● BRIEF
The whole listing below, with no pictures, is to be repeated as it stands.

** EXTRACTED INFORMATION follows **

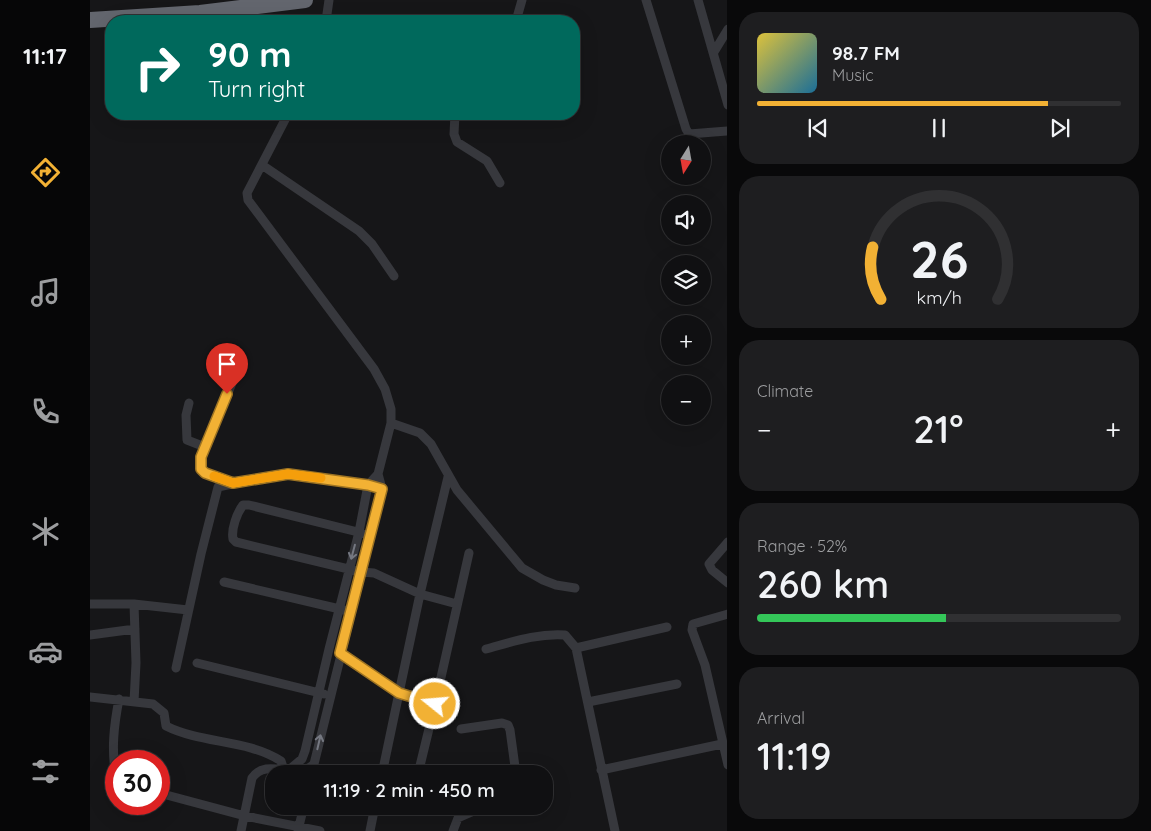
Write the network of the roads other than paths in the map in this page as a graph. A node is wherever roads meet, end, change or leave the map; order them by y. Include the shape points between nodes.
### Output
1 (305, 0) edge
2 (329, 0) edge
3 (522, 0) edge
4 (646, 0) edge
5 (698, 0) edge
6 (169, 15) edge
7 (327, 15) edge
8 (518, 15) edge
9 (105, 19) edge
10 (90, 20) edge
11 (727, 29) edge
12 (714, 52) junction
13 (727, 106) edge
14 (285, 120) edge
15 (455, 120) edge
16 (727, 131) edge
17 (262, 165) junction
18 (500, 183) dead end
19 (394, 276) dead end
20 (235, 376) dead end
21 (189, 403) dead end
22 (391, 423) junction
23 (205, 447) junction
24 (378, 474) junction
25 (448, 477) junction
26 (233, 483) junction
27 (368, 485) junction
28 (382, 489) junction
29 (359, 532) junction
30 (370, 535) junction
31 (727, 542) edge
32 (469, 552) dead end
33 (349, 569) junction
34 (361, 572) junction
35 (224, 582) dead end
36 (727, 583) edge
37 (575, 588) dead end
38 (420, 594) junction
39 (90, 604) edge
40 (134, 604) junction
41 (457, 604) junction
42 (339, 609) junction
43 (188, 610) junction
44 (351, 612) junction
45 (727, 614) edge
46 (667, 627) dead end
47 (135, 629) junction
48 (90, 635) edge
49 (576, 648) junction
50 (486, 649) dead end
51 (340, 653) junction
52 (197, 663) dead end
53 (176, 668) dead end
54 (678, 684) dead end
55 (318, 692) junction
56 (399, 693) junction
57 (329, 695) junction
58 (90, 697) edge
59 (119, 699) junction
60 (134, 702) junction
61 (588, 702) junction
62 (435, 704) junction
63 (461, 729) dead end
64 (722, 744) junction
65 (113, 750) edge
66 (302, 759) junction
67 (284, 765) edge
68 (294, 765) edge
69 (305, 765) edge
70 (313, 765) edge
71 (384, 765) edge
72 (420, 765) edge
73 (515, 765) edge
74 (727, 765) edge
75 (265, 768) edge
76 (601, 770) junction
77 (170, 796) edge
78 (302, 815) edge
79 (373, 815) edge
80 (465, 815) edge
81 (244, 816) junction
82 (298, 829) edge
83 (241, 831) edge
84 (320, 831) edge
85 (370, 831) edge
86 (453, 831) edge
87 (614, 831) edge

1 - 6 highway
2 - 7 street
3 - 8 street
4 - 16 street via 689,134
5 - 12 street
9 - 10 highway
11 - 12 street
12 - 13 street
14 - 17 street
15 - 18 street via 457,142 487,161
17 - 19 street via 359,231
17 - 22 street via 247,193 248,200 374,369 385,388
20 - 23 street
21 - 23 street via 187,440
22 - 24 street
22 - 25 street via 420,433 431,444
23 - 26 street via 201,469
24 - 27 street
24 - 28 street
25 - 37 street via 522,568 556,586
25 - 38 street
26 - 27 street via 288,474
26 - 43 street via 218,487
27 - 28 street
27 - 29 street
28 - 30 street
29 - 30 street
29 -> 33 street
29 - 33 street via 242,505 232,535 236,542
30 - 34 street
31 - 36 street via 709,564
32 - 41 street
33 - 34 street
33 - 42 street
34 - 38 street via 374,573
34 - 44 street
35 - 42 street
38 - 41 street
38 - 56 street
39 - 40 street
40 - 43 street
40 - 47 street
41 - 62 street
42 - 44 street
42 - 55 street
43 - 53 street
44 - 51 street
45 - 64 street via 693,624 692,630 705,665
46 - 49 street
47 - 48 street
47 - 60 street
49 - 50 street via 565,635 553,634
49 - 61 street
51 - 56 street
51 - 57 street
52 - 55 street
54 - 61 street
55 - 57 street
55 - 66 street
56 - 62 street
56 - 71 street
70 -> 57 street
58 - 59 street
59 - 60 street
59 - 65 street
60 - 67 street via 153,704 161,709 166,726 179,732 262,751
61 - 76 street
62 - 72 street
63 - 73 street via 502,723 508,725
64 - 74 street
64 - 76 street
66 - 68 street
66 - 69 street
75 - 81 street via 252,778
76 - 87 street
77 - 81 street
78 - 82 street
79 - 85 street
80 - 86 street via 458,818
81 - 82 street
81 - 83 street
82 - 84 street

** End of EXTRACTED INFORMATION **

● SOLUTION FOR THIS PROBLEM
Write the network of the roads other than paths in the map in this page as a graph. A node is wherever roads meet, end, change or leave the map; order them by y. Include the shape points between nodes.
### Output
1 (305, 0) edge
2 (329, 0) edge
3 (522, 0) edge
4 (646, 0) edge
5 (698, 0) edge
6 (169, 15) edge
7 (327, 15) edge
8 (518, 15) edge
9 (105, 19) edge
10 (90, 20) edge
11 (727, 29) edge
12 (714, 52) junction
13 (727, 106) edge
14 (285, 120) edge
15 (455, 120) edge
16 (727, 131) edge
17 (262, 165) junction
18 (500, 183) dead end
19 (394, 276) dead end
20 (235, 376) dead end
21 (189, 403) dead end
22 (391, 423) junction
23 (205, 447) junction
24 (378, 474) junction
25 (448, 477) junction
26 (233, 483) junction
27 (368, 485) junction
28 (382, 489) junction
29 (359, 532) junction
30 (370, 535) junction
31 (727, 542) edge
32 (469, 552) dead end
33 (349, 569) junction
34 (361, 572) junction
35 (224, 582) dead end
36 (727, 583) edge
37 (575, 588) dead end
38 (420, 594) junction
39 (90, 604) edge
40 (134, 604) junction
41 (457, 604) junction
42 (339, 609) junction
43 (188, 610) junction
44 (351, 612) junction
45 (727, 614) edge
46 (667, 627) dead end
47 (135, 629) junction
48 (90, 635) edge
49 (576, 648) junction
50 (486, 649) dead end
51 (340, 653) junction
52 (197, 663) dead end
53 (176, 668) dead end
54 (678, 684) dead end
55 (318, 692) junction
56 (399, 693) junction
57 (329, 695) junction
58 (90, 697) edge
59 (119, 699) junction
60 (134, 702) junction
61 (588, 702) junction
62 (435, 704) junction
63 (461, 729) dead end
64 (722, 744) junction
65 (113, 750) edge
66 (302, 759) junction
67 (284, 765) edge
68 (294, 765) edge
69 (305, 765) edge
70 (313, 765) edge
71 (384, 765) edge
72 (420, 765) edge
73 (515, 765) edge
74 (727, 765) edge
75 (265, 768) edge
76 (601, 770) junction
77 (170, 796) edge
78 (302, 815) edge
79 (373, 815) edge
80 (465, 815) edge
81 (244, 816) junction
82 (298, 829) edge
83 (241, 831) edge
84 (320, 831) edge
85 (370, 831) edge
86 (453, 831) edge
87 (614, 831) edge

1 - 6 highway
2 - 7 street
3 - 8 street
4 - 16 street via 689,134
5 - 12 street
9 - 10 highway
11 - 12 street
12 - 13 street
14 - 17 street
15 - 18 street via 457,142 487,161
17 - 19 street via 359,231
17 - 22 street via 247,193 248,200 374,369 385,388
20 - 23 street
21 - 23 street via 187,440
22 - 24 street
22 - 25 street via 420,433 431,444
23 - 26 street via 201,469
24 - 27 street
24 - 28 street
25 - 37 street via 522,568 556,586
25 - 38 street
26 - 27 street via 288,474
26 - 43 street via 218,487
27 - 28 street
27 - 29 street
28 - 30 street
29 - 30 street
29 -> 33 street
29 - 33 street via 242,505 232,535 236,542
30 - 34 street
31 - 36 street via 709,564
32 - 41 street
33 - 34 street
33 - 42 street
34 - 38 street via 374,573
34 - 44 street
35 - 42 street
38 - 41 street
38 - 56 street
39 - 40 street
40 - 43 street
40 - 47 street
41 - 62 street
42 - 44 street
42 - 55 street
43 - 53 street
44 - 51 street
45 - 64 street via 693,624 692,630 705,665
46 - 49 street
47 - 48 street
47 - 60 street
49 - 50 street via 565,635 553,634
49 - 61 street
51 - 56 street
51 - 57 street
52 - 55 street
54 - 61 street
55 - 57 street
55 - 66 street
56 - 62 street
56 - 71 street
70 -> 57 street
58 - 59 street
59 - 60 street
59 - 65 street
60 - 67 street via 153,704 161,709 166,726 179,732 262,751
61 - 76 street
62 - 72 street
63 - 73 street via 502,723 508,725
64 - 74 street
64 - 76 street
66 - 68 street
66 - 69 street
75 - 81 street via 252,778
76 - 87 street
77 - 81 street
78 - 82 street
79 - 85 street
80 - 86 street via 458,818
81 - 82 street
81 - 83 street
82 - 84 street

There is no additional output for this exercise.